Laws in 1924 and 1927 largely excluded women from sitting on juries. In 1932, a marriage ban was introduced that forced women who worked as teachers or civil servants to retire upon marriage. The 1935 Conditions of Employment Act limited women’s ability to work in industry.
But it was the 1937 Constitution, drafted under Prime Minister Eamon De Valera’s leadership, that sealed women’s fate for decades. As commander of the Boland’s Mill outpost in 1916, De Valera had been the only leader to refuse women’s participation in the Rising. Now with Article 41 of the Constitution, which reads “by her life within the home, woman gives to the State a support without which the common good cannot be achieved,” he closed the door on women’s progress in a more definitive way.
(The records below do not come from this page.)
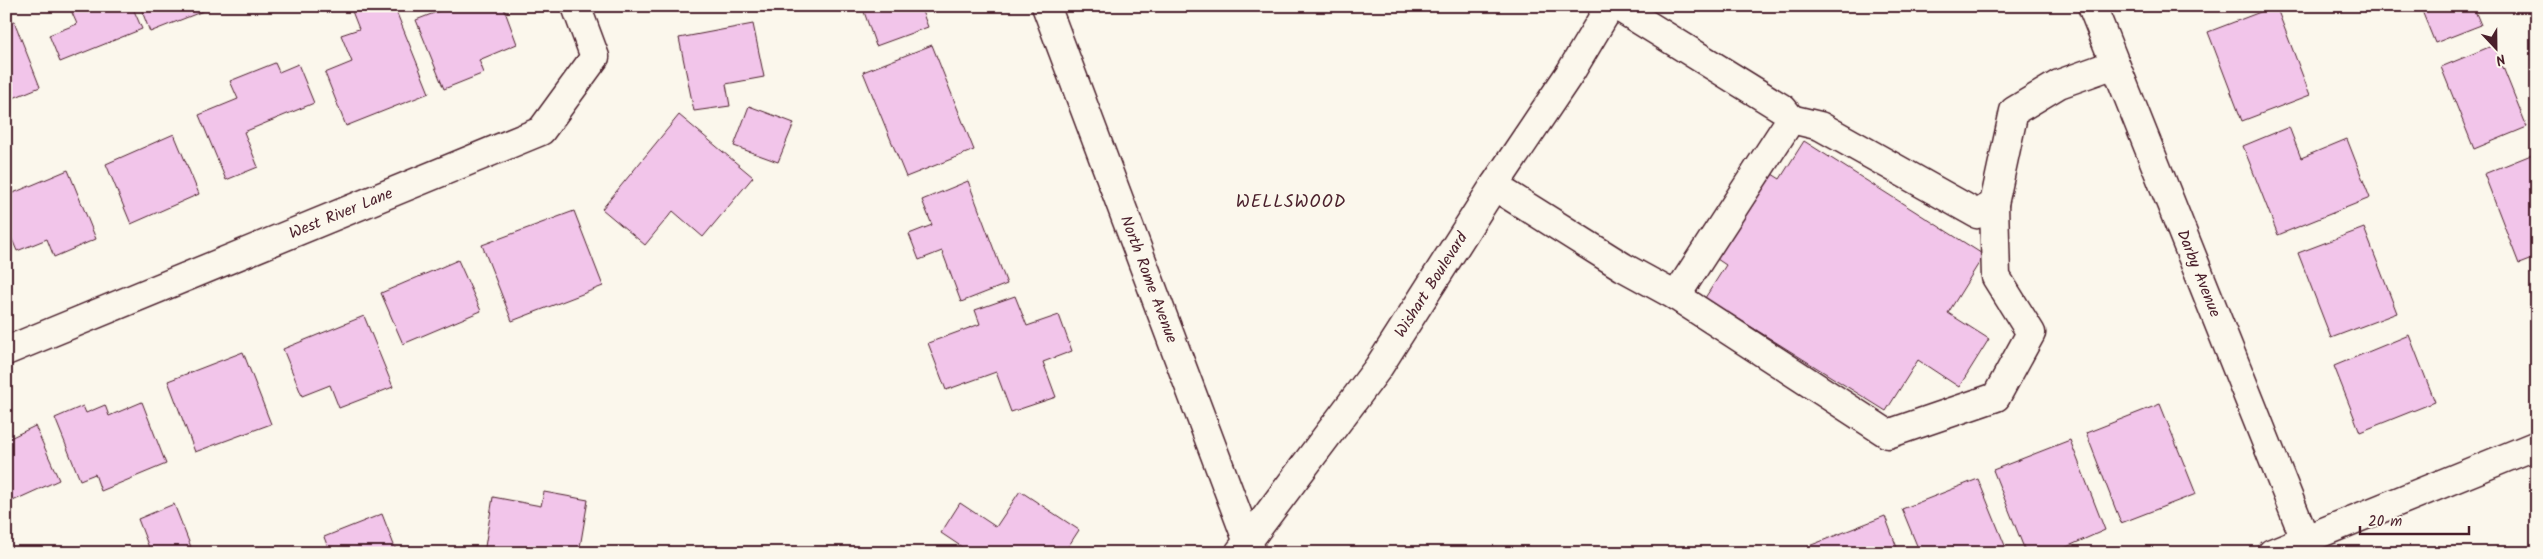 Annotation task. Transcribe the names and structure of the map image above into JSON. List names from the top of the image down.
{
  "streets": {
    "street": [
      "West River Lane",
      "Darby Avenue",
      "North Rome Avenue",
      "Wishart Boulevard"
    ]
  },
  "crossings": [
    ["North Rome Avenue", "Wishart Boulevard"]
  ],
  "districts": ["WELLSWOOD"],
  "scale_bar": "20 m",
  "north": "bottom"
} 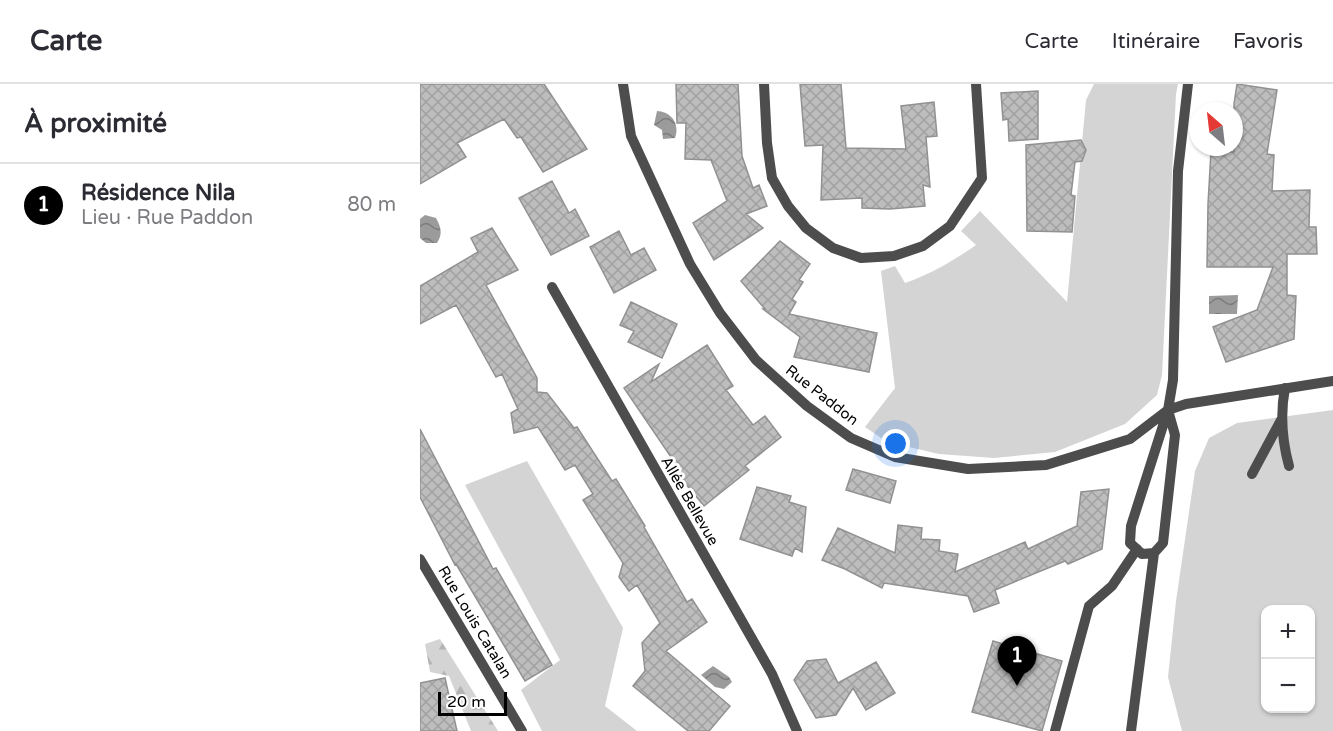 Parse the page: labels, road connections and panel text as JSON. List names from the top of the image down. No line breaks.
{"streets":{"street":["Rue Paddon","Allée Bellevue","Rue Louis Catalan"]},"scale_bar":"20 m","north":"top left","page":{"header":"Carte","nav":["Carte","Itinéraire","Favoris"],"heading":"À proximité","list":[{"mark":"1","name":"Résidence Nila","note":"Lieu · Rue Paddon","value":"80 m"}],"map_buttons":["+","−"],"pins":"1","scale":"20 m"}} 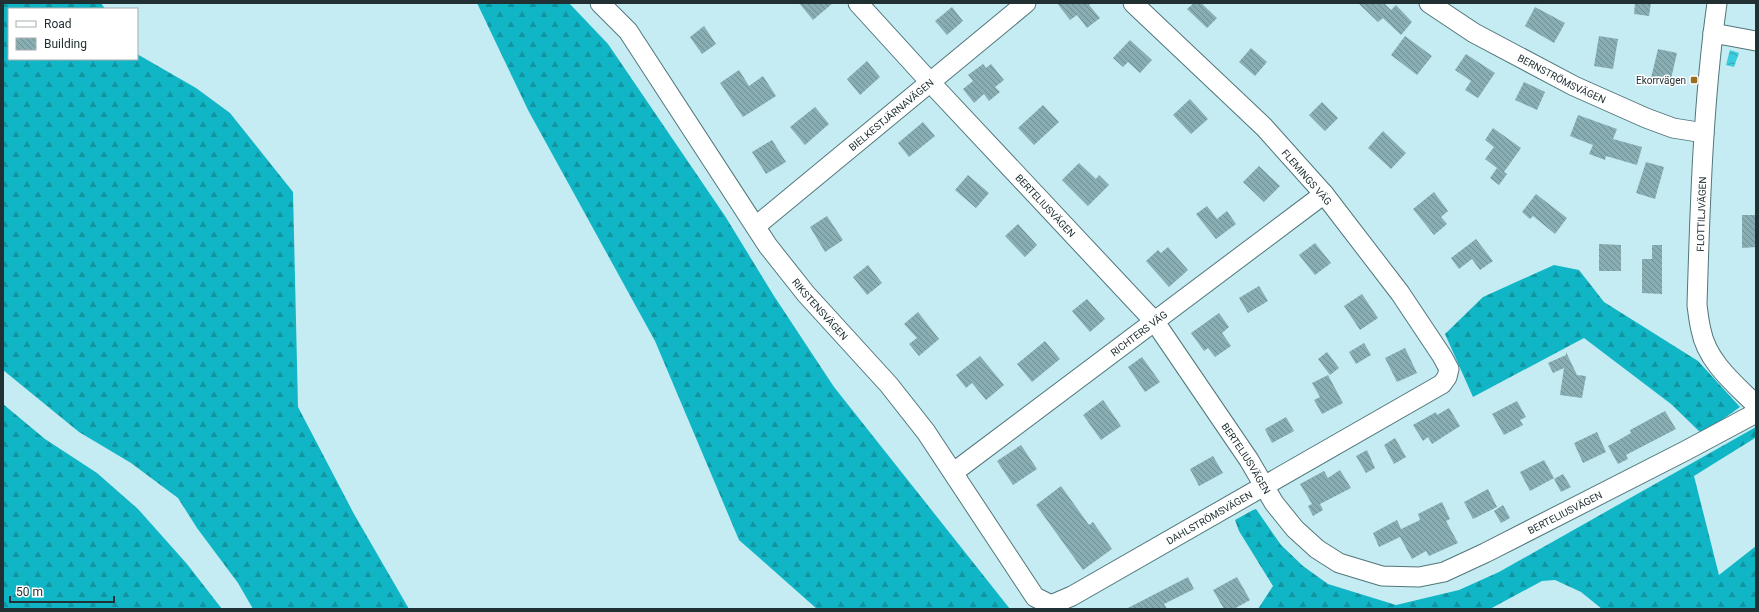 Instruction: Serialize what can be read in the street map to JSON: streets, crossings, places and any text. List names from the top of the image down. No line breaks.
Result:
{"streets":{"street":["BERNSTRÖMSVÄGEN","BIELKESTJÄRNAVÄGEN","FLEMINGS VÄG","BERTELIUSVÄGEN","FLOTTILJVÄGEN","RIKSTENSVÄGEN","RICHTERS VÄG","DAHLSTRÖMSVÄGEN"]},"crossings":[["BERNSTRÖMSVÄGEN","FLOTTILJVÄGEN"],["BIELKESTJÄRNAVÄGEN","BERTELIUSVÄGEN"],["BIELKESTJÄRNAVÄGEN","RIKSTENSVÄGEN"],["FLEMINGS VÄG","RICHTERS VÄG"],["FLEMINGS VÄG","DAHLSTRÖMSVÄGEN"],["BERTELIUSVÄGEN","RICHTERS VÄG"],["BERTELIUSVÄGEN","DAHLSTRÖMSVÄGEN"],["RIKSTENSVÄGEN","RICHTERS VÄG"],["RIKSTENSVÄGEN","DAHLSTRÖMSVÄGEN"]],"places":{"transit":["Ekorrvägen"]},"legend":["Road","Building"],"scale_bar":"50 m"} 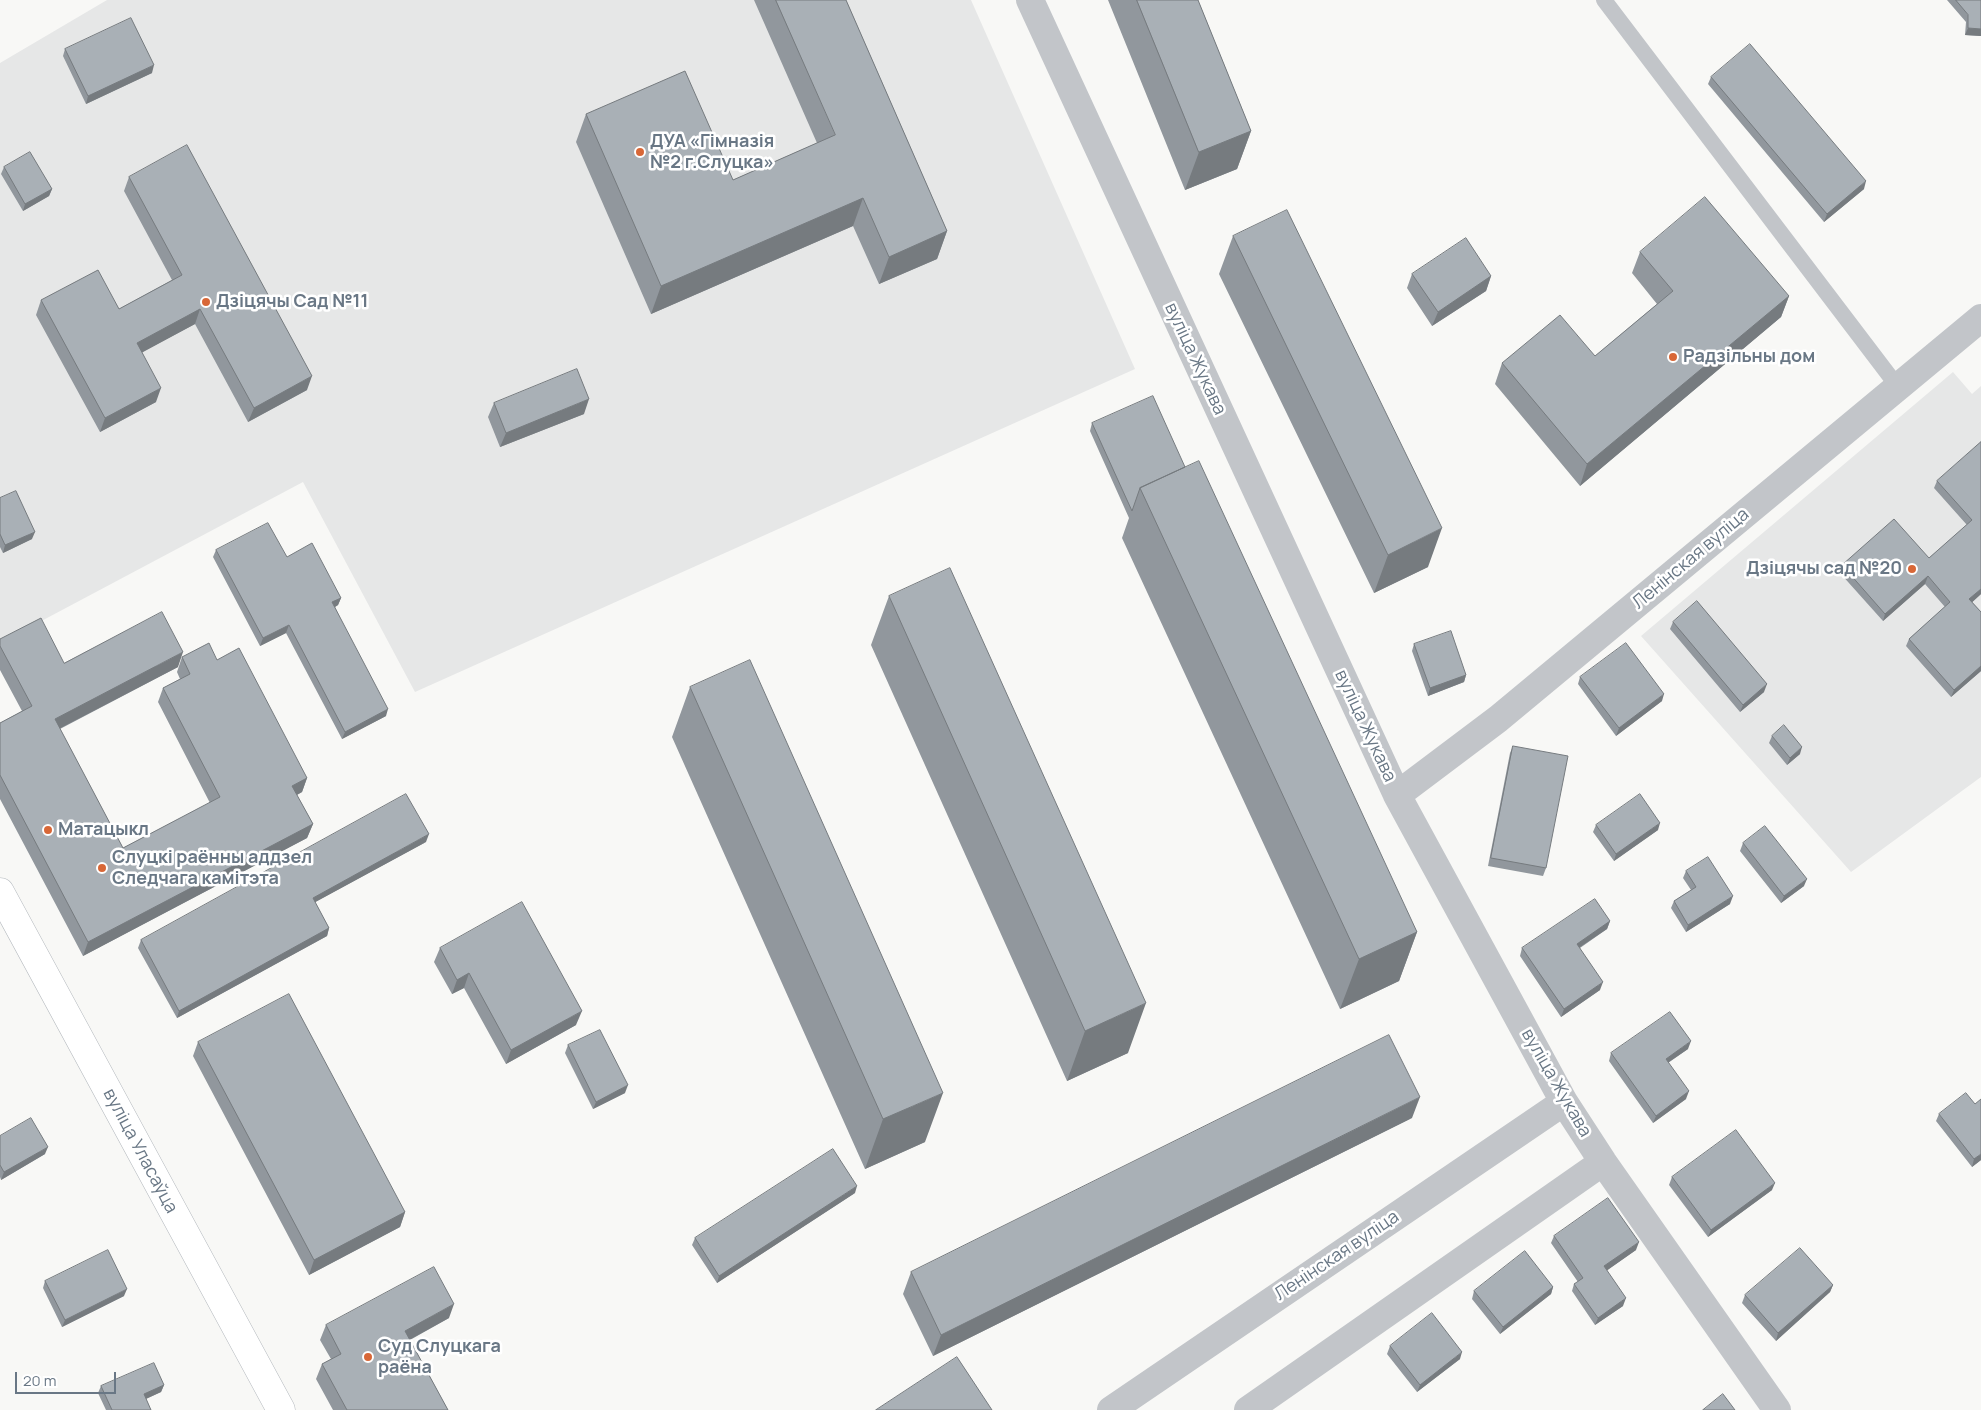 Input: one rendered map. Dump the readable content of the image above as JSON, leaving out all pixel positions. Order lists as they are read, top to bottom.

It is a sad story. I can't believe that most of the rebels fought for the gloomy, repressive Ireland of the 1950s, a nation half of whose children fled abroad in search of work and freedom. But the same thing has happened with many revolutions. Often it takes a diverse coalition of forces to bring down a repressive government, and after that first goal is achieved the revolutionary factions often fight among themselves until one can impose its own vision on the nation. We saw this in Iran, where communists and feminists joined the revolt that overthrew the Shah, only to be shoved aside by the conservative clerics after the fighting was over.
In Ireland it took until the 1990s for the grip of the repressive forces to ease. I wonder how long it will take in Iran?